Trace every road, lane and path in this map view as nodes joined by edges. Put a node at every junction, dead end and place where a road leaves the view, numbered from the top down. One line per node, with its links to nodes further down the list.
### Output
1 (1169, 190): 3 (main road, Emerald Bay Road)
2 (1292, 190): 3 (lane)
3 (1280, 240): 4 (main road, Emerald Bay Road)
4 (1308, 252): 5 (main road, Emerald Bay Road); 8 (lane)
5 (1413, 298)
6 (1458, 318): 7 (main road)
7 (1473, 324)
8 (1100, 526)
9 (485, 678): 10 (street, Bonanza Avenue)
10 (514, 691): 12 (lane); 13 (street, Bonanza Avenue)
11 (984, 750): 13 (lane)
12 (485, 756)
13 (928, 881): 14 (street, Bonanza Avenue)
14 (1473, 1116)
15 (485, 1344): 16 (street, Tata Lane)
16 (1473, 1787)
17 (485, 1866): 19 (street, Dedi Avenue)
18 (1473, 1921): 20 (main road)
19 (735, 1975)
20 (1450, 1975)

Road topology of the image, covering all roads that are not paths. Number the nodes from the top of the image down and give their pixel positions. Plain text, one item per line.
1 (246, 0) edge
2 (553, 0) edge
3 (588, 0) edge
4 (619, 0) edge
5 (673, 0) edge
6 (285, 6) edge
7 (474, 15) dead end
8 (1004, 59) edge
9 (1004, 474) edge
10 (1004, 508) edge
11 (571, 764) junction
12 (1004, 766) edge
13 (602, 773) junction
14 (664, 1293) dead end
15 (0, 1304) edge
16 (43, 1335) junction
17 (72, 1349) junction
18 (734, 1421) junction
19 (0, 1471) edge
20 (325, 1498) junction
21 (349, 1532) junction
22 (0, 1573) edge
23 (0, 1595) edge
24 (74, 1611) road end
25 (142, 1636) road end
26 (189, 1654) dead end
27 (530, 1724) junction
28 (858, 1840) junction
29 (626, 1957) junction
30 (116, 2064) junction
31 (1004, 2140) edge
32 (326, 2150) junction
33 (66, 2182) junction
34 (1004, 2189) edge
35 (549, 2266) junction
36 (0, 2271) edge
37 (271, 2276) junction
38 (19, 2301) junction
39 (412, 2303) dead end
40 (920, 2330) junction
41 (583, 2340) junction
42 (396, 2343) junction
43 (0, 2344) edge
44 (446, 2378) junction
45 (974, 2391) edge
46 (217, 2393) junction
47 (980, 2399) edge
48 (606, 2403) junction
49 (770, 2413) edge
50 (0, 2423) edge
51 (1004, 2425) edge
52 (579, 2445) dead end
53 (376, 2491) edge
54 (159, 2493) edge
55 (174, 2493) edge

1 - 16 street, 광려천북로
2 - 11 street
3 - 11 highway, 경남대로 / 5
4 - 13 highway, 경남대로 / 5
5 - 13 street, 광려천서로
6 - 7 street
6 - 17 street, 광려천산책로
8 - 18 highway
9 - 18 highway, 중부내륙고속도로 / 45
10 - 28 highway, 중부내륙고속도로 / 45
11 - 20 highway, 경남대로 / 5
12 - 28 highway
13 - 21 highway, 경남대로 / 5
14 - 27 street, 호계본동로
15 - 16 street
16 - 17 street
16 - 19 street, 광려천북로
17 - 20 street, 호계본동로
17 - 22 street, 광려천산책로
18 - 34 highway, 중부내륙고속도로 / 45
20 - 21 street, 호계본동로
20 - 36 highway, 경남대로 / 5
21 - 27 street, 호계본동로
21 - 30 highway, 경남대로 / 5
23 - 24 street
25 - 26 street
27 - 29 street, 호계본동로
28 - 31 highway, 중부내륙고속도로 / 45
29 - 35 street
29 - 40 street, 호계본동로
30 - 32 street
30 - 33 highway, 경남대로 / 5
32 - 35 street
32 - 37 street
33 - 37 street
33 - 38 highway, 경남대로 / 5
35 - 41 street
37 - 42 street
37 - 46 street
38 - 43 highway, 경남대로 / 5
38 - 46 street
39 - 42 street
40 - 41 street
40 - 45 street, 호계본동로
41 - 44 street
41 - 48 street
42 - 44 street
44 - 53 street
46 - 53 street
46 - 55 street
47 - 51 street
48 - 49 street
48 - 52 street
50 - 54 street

....

TASK INSTRUCTIONS
Can you give every line above again, exactly as written?

RESULT OF THE EXERCISE
Trace every road, lane and path in this map view as nodes joined by edges. Put a node at every junction, dead end and place where a road leaves the view, numbered from the top down. One line per node, with its links to nodes further down the list.
### Output
1 (1169, 190): 3 (main road, Emerald Bay Road)
2 (1292, 190): 3 (lane)
3 (1280, 240): 4 (main road, Emerald Bay Road)
4 (1308, 252): 5 (main road, Emerald Bay Road); 8 (lane)
5 (1413, 298)
6 (1458, 318): 7 (main road)
7 (1473, 324)
8 (1100, 526)
9 (485, 678): 10 (street, Bonanza Avenue)
10 (514, 691): 12 (lane); 13 (street, Bonanza Avenue)
11 (984, 750): 13 (lane)
12 (485, 756)
13 (928, 881): 14 (street, Bonanza Avenue)
14 (1473, 1116)
15 (485, 1344): 16 (street, Tata Lane)
16 (1473, 1787)
17 (485, 1866): 19 (street, Dedi Avenue)
18 (1473, 1921): 20 (main road)
19 (735, 1975)
20 (1450, 1975)

Road topology of the image, covering all roads that are not paths. Number the nodes from the top of the image down and give their pixel positions. Plain text, one item per line.
1 (246, 0) edge
2 (553, 0) edge
3 (588, 0) edge
4 (619, 0) edge
5 (673, 0) edge
6 (285, 6) edge
7 (474, 15) dead end
8 (1004, 59) edge
9 (1004, 474) edge
10 (1004, 508) edge
11 (571, 764) junction
12 (1004, 766) edge
13 (602, 773) junction
14 (664, 1293) dead end
15 (0, 1304) edge
16 (43, 1335) junction
17 (72, 1349) junction
18 (734, 1421) junction
19 (0, 1471) edge
20 (325, 1498) junction
21 (349, 1532) junction
22 (0, 1573) edge
23 (0, 1595) edge
24 (74, 1611) road end
25 (142, 1636) road end
26 (189, 1654) dead end
27 (530, 1724) junction
28 (858, 1840) junction
29 (626, 1957) junction
30 (116, 2064) junction
31 (1004, 2140) edge
32 (326, 2150) junction
33 (66, 2182) junction
34 (1004, 2189) edge
35 (549, 2266) junction
36 (0, 2271) edge
37 (271, 2276) junction
38 (19, 2301) junction
39 (412, 2303) dead end
40 (920, 2330) junction
41 (583, 2340) junction
42 (396, 2343) junction
43 (0, 2344) edge
44 (446, 2378) junction
45 (974, 2391) edge
46 (217, 2393) junction
47 (980, 2399) edge
48 (606, 2403) junction
49 (770, 2413) edge
50 (0, 2423) edge
51 (1004, 2425) edge
52 (579, 2445) dead end
53 (376, 2491) edge
54 (159, 2493) edge
55 (174, 2493) edge

1 - 16 street, 광려천북로
2 - 11 street
3 - 11 highway, 경남대로 / 5
4 - 13 highway, 경남대로 / 5
5 - 13 street, 광려천서로
6 - 7 street
6 - 17 street, 광려천산책로
8 - 18 highway
9 - 18 highway, 중부내륙고속도로 / 45
10 - 28 highway, 중부내륙고속도로 / 45
11 - 20 highway, 경남대로 / 5
12 - 28 highway
13 - 21 highway, 경남대로 / 5
14 - 27 street, 호계본동로
15 - 16 street
16 - 17 street
16 - 19 street, 광려천북로
17 - 20 street, 호계본동로
17 - 22 street, 광려천산책로
18 - 34 highway, 중부내륙고속도로 / 45
20 - 21 street, 호계본동로
20 - 36 highway, 경남대로 / 5
21 - 27 street, 호계본동로
21 - 30 highway, 경남대로 / 5
23 - 24 street
25 - 26 street
27 - 29 street, 호계본동로
28 - 31 highway, 중부내륙고속도로 / 45
29 - 35 street
29 - 40 street, 호계본동로
30 - 32 street
30 - 33 highway, 경남대로 / 5
32 - 35 street
32 - 37 street
33 - 37 street
33 - 38 highway, 경남대로 / 5
35 - 41 street
37 - 42 street
37 - 46 street
38 - 43 highway, 경남대로 / 5
38 - 46 street
39 - 42 street
40 - 41 street
40 - 45 street, 호계본동로
41 - 44 street
41 - 48 street
42 - 44 street
44 - 53 street
46 - 53 street
46 - 55 street
47 - 51 street
48 - 49 street
48 - 52 street
50 - 54 street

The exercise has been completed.